How He manages upstairs, who knows, how they manage to able Him up, tuck Him taut into sheets soiled, got me. He’s storied, prayed tight, then left for that further diaspora known as neither sleeping nor waking, that time of rolling around and of rocking, wriggling, snuggling, of flatus and lull, having laid under His pillow, with pillow under His knees, on His stomach with the edge of the pillow itched along His staff in the midst of a shed and the scratchy sacs that cower below, lying with His head on the pillow set around His ears as a mouthful, to swallow His dreams. Israel had left only an hour ago, turning lips to His, whispering into them name…Benjamin, and with unsettled gut sensing a matter unfinished, the amorphous undone and leftover, He frees Himself from His sheets and stands; sneaky feets quietly and nude save that diaper yet another of Israel’s old outfashion shirts sleeved around waist, He one foots then another then toes and then tips. He stands at the door as fat as an idol halffinished, marbled at the threshold of hall. An idol, with an animate appetite. It’s a need for the leftovers, physical, those of the Sabbath especially, and though there’s the suspicion that sneaky He will have to account for them dawn the morning, it’s overpowering, just the thought of it, that leftover fowl going to waste, is oppressive, it must be so tasty, so filling, there in the fridge and freezing in there with the dial on 9, it needs His warmth, it wants Him and His only, dead in its own juices for hours after hours and hours soaking up all the multitudinous goodnesses, yum in the tum, the only one who loves Him, this poultry, the only one who can, who’ll make Him happy, and if not, there’s always experience to invoke, mistakes to be made and to be made again and again but each making made better — chicken drizzled with sauce, dipped twice then twice more; meals take on whole new dimensions — of taste, scent, textural — when eaten twice, especially if the second’s eaten hours after the first, when there’s a separation, a break, a puttingbetween, so that everything’s had time to gel, to congeal, to breathe in its own steaming waft, to age, not even to go totally cold but just right, and who is He to say no, after all, He’s just an infant, how does He know from denial. He can barely talk, if He knew from saying no He might’ve never been born; Will Power, dunno, Will Power, never met him, was he related to Ima or…

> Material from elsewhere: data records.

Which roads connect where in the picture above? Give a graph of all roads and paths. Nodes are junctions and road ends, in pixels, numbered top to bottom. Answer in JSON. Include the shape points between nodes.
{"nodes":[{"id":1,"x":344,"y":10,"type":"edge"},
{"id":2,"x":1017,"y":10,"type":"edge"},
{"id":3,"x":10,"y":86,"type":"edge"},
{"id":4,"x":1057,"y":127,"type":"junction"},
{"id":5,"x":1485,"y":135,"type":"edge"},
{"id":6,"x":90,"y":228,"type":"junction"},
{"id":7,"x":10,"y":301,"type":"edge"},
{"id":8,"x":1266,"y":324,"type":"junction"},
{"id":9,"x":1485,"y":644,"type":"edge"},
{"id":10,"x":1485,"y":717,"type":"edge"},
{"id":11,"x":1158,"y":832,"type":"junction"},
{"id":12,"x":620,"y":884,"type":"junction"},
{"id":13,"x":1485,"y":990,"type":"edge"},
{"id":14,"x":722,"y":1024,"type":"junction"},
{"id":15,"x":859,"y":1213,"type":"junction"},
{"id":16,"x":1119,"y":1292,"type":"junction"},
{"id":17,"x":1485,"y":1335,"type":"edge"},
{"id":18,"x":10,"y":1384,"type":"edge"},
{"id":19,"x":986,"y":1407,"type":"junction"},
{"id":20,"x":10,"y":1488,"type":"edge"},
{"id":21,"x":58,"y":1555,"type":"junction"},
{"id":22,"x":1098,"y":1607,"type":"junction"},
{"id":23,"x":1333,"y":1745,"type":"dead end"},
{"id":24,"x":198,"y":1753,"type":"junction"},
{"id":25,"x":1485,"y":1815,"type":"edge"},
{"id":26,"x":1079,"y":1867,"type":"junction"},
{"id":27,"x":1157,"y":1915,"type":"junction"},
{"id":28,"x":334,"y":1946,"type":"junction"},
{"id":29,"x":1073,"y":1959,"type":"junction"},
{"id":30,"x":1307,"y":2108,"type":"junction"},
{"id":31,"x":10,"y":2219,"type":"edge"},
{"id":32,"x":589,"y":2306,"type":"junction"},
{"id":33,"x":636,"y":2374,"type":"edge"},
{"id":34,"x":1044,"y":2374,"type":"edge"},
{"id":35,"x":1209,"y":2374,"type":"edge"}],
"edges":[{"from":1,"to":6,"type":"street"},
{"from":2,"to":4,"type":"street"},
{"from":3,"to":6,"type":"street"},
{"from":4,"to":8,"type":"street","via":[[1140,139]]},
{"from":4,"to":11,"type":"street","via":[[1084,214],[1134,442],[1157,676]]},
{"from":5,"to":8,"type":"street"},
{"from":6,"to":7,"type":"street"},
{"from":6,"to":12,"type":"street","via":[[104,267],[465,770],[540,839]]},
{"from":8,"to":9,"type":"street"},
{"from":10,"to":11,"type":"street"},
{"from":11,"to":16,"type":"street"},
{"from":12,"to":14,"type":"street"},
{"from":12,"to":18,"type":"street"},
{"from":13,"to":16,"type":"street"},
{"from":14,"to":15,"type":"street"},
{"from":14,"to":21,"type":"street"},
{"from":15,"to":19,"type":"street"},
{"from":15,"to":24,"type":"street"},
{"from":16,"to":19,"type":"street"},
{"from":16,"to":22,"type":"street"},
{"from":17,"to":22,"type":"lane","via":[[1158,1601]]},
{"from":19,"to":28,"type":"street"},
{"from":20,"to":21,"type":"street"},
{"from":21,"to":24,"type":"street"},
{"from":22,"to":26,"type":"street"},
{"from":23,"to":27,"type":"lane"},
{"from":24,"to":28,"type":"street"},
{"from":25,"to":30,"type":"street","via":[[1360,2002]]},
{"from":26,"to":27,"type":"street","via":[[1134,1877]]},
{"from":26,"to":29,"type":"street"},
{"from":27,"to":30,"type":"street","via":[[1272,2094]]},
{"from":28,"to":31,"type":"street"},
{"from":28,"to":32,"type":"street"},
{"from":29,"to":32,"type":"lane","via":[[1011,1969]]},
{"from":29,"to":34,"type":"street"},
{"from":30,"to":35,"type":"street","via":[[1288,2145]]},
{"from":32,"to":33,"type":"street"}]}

He — Benjamin — doesn’t yet possess the weakness that is restraint in accordance with the growth of His flesh and intelligent soul, and as if to prove such to Himself (satisfying ego, in the service of other appetites), He has the thought to step slow, and precise, to avoid problem floorboards, stares at every door drafting the hallway to stairs, stares them shut, wills them asleep until morning. Then, stops, waits at the slightest settle of foundation. Empty, the stomach of floor. Rumbling plank. No snorting snore, no din of dream. Bereft of mucosal stertor, the gunk of Israel’s caffeinated cigar. He stops at the stairs, at their head, the progenitor of descent, if patrilineal then of His God.